- Despite further signs that inflation is easing, analysts say it is too early to celebrate and do not expect a pivot from the region's central bank.
- Speaking earlier this week, ECB Governing Council member and French Central Bank Governor Francois Villeroy de Galhau said interest rates might peak by this summer.
- Earlier this week, data out of Germany showed inflation dropping from 10% in November to 8.6% in December.
Inflation in the euro zone dropped for a second consecutive month in December, but analysts do not expect it to spark a change in tone from the European Central Bank.
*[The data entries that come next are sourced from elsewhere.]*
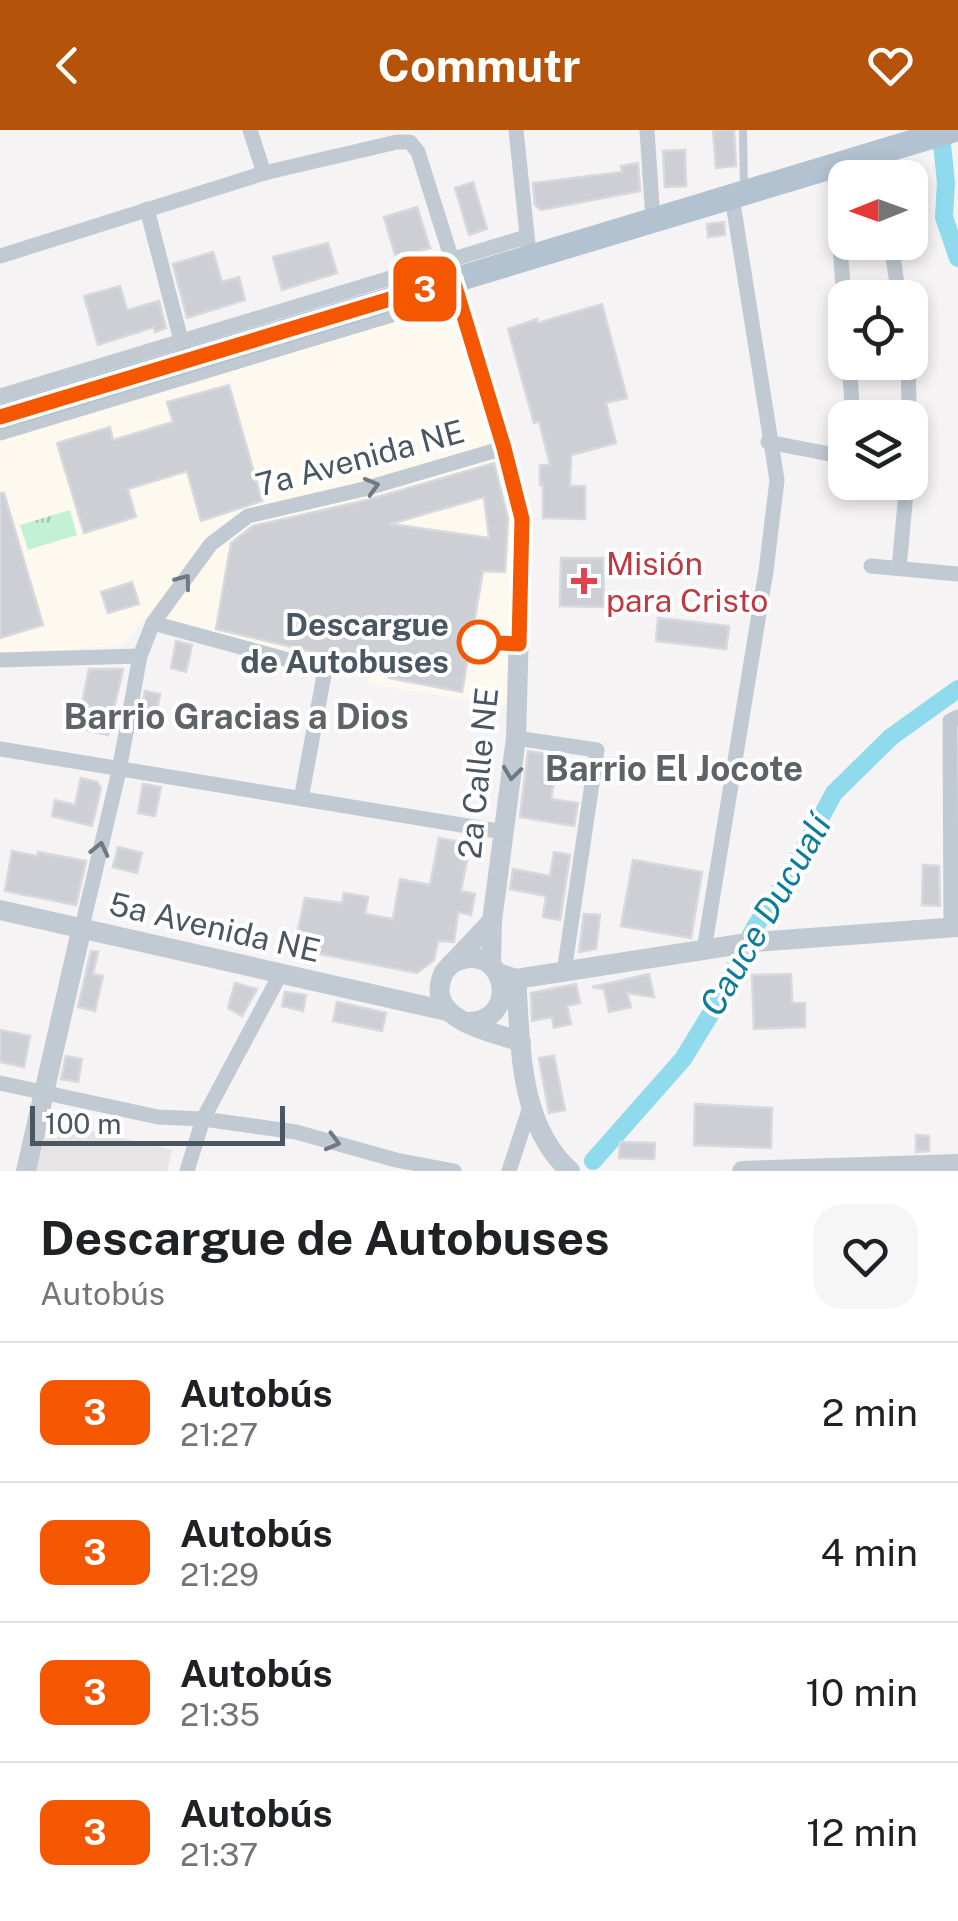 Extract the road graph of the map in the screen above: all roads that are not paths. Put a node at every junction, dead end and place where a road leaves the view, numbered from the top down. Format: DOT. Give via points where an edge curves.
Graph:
graph roads {
  1 [pos="250,130"];
  2 [pos="516,130"];
  3 [pos="647,130"];
  4 [pos="743,130"];
  5 [pos="953,130"];
  6 [pos="925,134"];
  7 [pos="888,160"];
  8 [pos="828,168"];
  9 [pos="264,172"];
  10 [pos="738,195"];
  11 [pos="147,209"];
  12 [pos="653,220"];
  13 [pos="528,247"];
  14 [pos="0,256"];
  15 [pos="455,279"];
  16 [pos="184,351"];
  17 [pos="0,396"];
  18 [pos="0,418"];
  19 [pos="0,433"];
  20 [pos="768,442"];
  21 [pos="504,448"];
  22 [pos="828,454"];
  23 [pos="906,500"];
  24 [pos="871,566"];
  25 [pos="900,568"];
  26 [pos="957,572"];
  27 [pos="152,622"];
  28 [pos="478,642"];
  29 [pos="519,644"];
  30 [pos="140,656"];
  31 [pos="0,660"];
  32 [pos="958,717"];
  33 [pos="516,738"];
  34 [pos="0,749"];
  35 [pos="119,771"];
  36 [pos="301,799"];
  37 [pos="504,832"];
  38 [pos="0,910"];
  39 [pos="492,922"];
  40 [pos="954,927"];
  41 [pos="82,928"];
  42 [pos="704,950"];
  43 [pos="564,972"];
  44 [pos="281,973"];
  45 [pos="445,973"];
  46 [pos="501,982"];
  47 [pos="416,1004"];
  48 [pos="456,1017"];
  49 [pos="520,1042"];
  50 [pos="0,1084"];
  51 [pos="42,1093"];
  52 [pos="530,1107"];
  53 [pos="202,1118"];
  54 [pos="958,1164"];
  55 [pos="822,1170"];
  56 [pos="26,1171"];
  57 [pos="187,1171"];
  58 [pos="454,1171"];
  59 [pos="509,1171"];
  60 [pos="570,1171"];
  61 [pos="742,1171"];
  1 -- 9 [label="street"];
  2 -- 13 [label="street"];
  3 -- 12 [label="street"];
  4 -- 10 [label="lane"];
  5 -- 6 [label="main road"];
  6 -- 7 [label="main road"];
  8 -- 10 [label="main road"];
  9 -- 11 [label="street"];
  9 -- 15 [label="street" via="410,142"];
  10 -- 12 [label="main road"];
  10 -- 20 [label="street"];
  11 -- 14 [label="street"];
  11 -- 16 [label="street"];
  12 -- 13 [label="main road"];
  13 -- 15 [label="main road"];
  15 -- 16 [label="main road"];
  15 -- 19 [label="street"];
  15 -- 21 [label="street, 2a Calle NE"];
  16 -- 17 [label="street"];
  16 -- 18 [label="main road"];
  20 -- 22 [label="street"];
  20 -- 42 [label="street" via="777,480 766,570"];
  27 -- 21 [label="street, 7a Avenida NE, one-way" via="212,544 243,518"];
  21 -- 29 [label="street, 2a Calle NE" via="522,519"];
  23 -- 25 [label="street"];
  24 -- 25 [label="street"];
  25 -- 26 [label="street"];
  27 -- 30 [label="street, 7a Avenida NE"];
  27 -- 36 [label="street" via="324,670"];
  28 -- 29 [label="lane"];
  29 -- 33 [label="street, 2a Calle NE"];
  30 -- 31 [label="street"];
  30 -- 35 [label="street, 7a Avenida NE"];
  32 -- 40 [label="street" via="950,721"];
  33 -- 37 [label="street, 2a Calle NE, one-way"];
  33 -- 43 [label="street" via="597,750"];
  34 -- 35 [label="street"];
  35 -- 36 [label="street"];
  41 -- 35 [label="street, 7a Avenida NE, one-way"];
  36 -- 37 [label="street"];
  37 -- 39 [label="street, 2a Calle NE"];
  38 -- 41 [label="street, 5a Avenida NE"];
  39 -- 45 [label="street"];
  39 -- 46 [label="street, 2a Calle NE"];
  40 -- 42 [label="street"];
  41 -- 44 [label="street, 5a Avenida NE"];
  41 -- 51 [label="street"];
  42 -- 43 [label="street"];
  43 -- 46 [label="street"];
  44 -- 47 [label="street, 5a Avenida NE"];
  44 -- 53 [label="street"];
  45 -- 46 [label="street" via="471,957"];
  45 -- 47 [label="street"];
  45 -- 48 [label="street" via="441,1003"];
  46 -- 48 [label="street" via="486,1018"];
  46 -- 49 [label="street, 2a Calle NE"];
  47 -- 48 [label="street, 5a Avenida NE"];
  48 -- 49 [label="street, 5a Avenida NE"];
  49 -- 52 [label="street"];
  50 -- 51 [label="street"];
  51 -- 53 [label="street" via="158,1117"];
  51 -- 56 [label="street"];
  52 -- 59 [label="street"];
  52 -- 60 [label="street" via="541,1137"];
  53 -- 57 [label="street"];
  53 -- 58 [label="street, one-way" via="296,1132"];
  54 -- 55 [label="street"];
  55 -- 61 [label="street"];
}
Headline inflation, which includes food and energy costs, came in at 9.2% year on year in December, according to preliminary data Friday from the European statistics agency, Eurostat. It follows November's headline inflation rate of 10.1%, which represented the first slight contraction in prices since June 2021.
The euro area economy has come under immense pressure in the wake of Russia's invasion of Ukraine in February 2022, with energy and food costs soaring last year. In an effort to battle rising prices, the European Central Bank increased interest rates four times in 2022 and said it is likely to continue doing so this year. The bank's main rate currently sits at 2%.
Despite further signs that inflation is easing, analysts say it is too early to celebrate and do not expect a pivot from the region's central bank.
Interest rates will "get to 3(%) and probably have to hold that all through the year even as the recession becomes more and more evident," Hetal Mehta of Legal & General Investment Management told CNBC's "Street Signs Europe" on Thursday.
It comes after ECB President Christine Lagarde struck a particularly hawkish tone in December: "We're not pivoting, we're not wavering, we are showing determination." She added that the bank has "more ground to cover."
The ECB cannot and will not base its policy decisions on highly volatile energy prices.Carsten Brzeskiglobal head of macro, ING Germany
Speaking earlier this week, ECB Governing Council member and Bank of France Governor Francois Villeroy de Galhau said interest rates might peak by this summer.
The ECB also said in December that it will start reducing its balance sheet in March at a pace of 15 billion euros ($15.8 billion) per month until the end of the second quarter. This step is also expected to address some of the region's inflationary pressures.
At the time, the central bank forecast an average inflation rate of 8.4% for 2022, 6.3% for 2023 and 3.4% for 2024. The ECB's mandate is to work toward a headline inflation figure of 2%.
Earlier this week, data out of Germany showed inflation dropping from 10% in November to 8.6% in December.
Carsten Brzeski, global head of macro at ING Germany, said these numbers "are not a relief, yet, only a reminder that euro zone inflation is still mainly an energy price phenomenon."
Energy costs have dropped in Europe in recent months. Natural gas prices, for instance, traded at around 72.42 euros per megawatt hour on Friday — sharply lower than their peak of 349.90 euros per megawatt hour in August.
Among inflation components, energy continued to represent the biggest driver in December, but came off from previous levels. Energy costs dropped from 34.9% in November to an estimated 25.7% in December, according to the latest figures.
"The ECB cannot and will not base its policy decisions on highly volatile energy prices. Instead, the central bank will, in our view, hike interest rates at the next two meetings by a total of 100 basis points," Brzeski said in a note.
Claus Vistesen, chief euro zone economist at Pantheon Macroeconomics, also said in a note this week that he sees "little relief" in the inflation data, "which will keep the ECB on alert at the start of the year." He expects two rate hikes of 50 basis points in the first quarter.
In terms of national breakdown, the Baltic nations once again registered the highest jumps in inflation, with a rate of about 20%.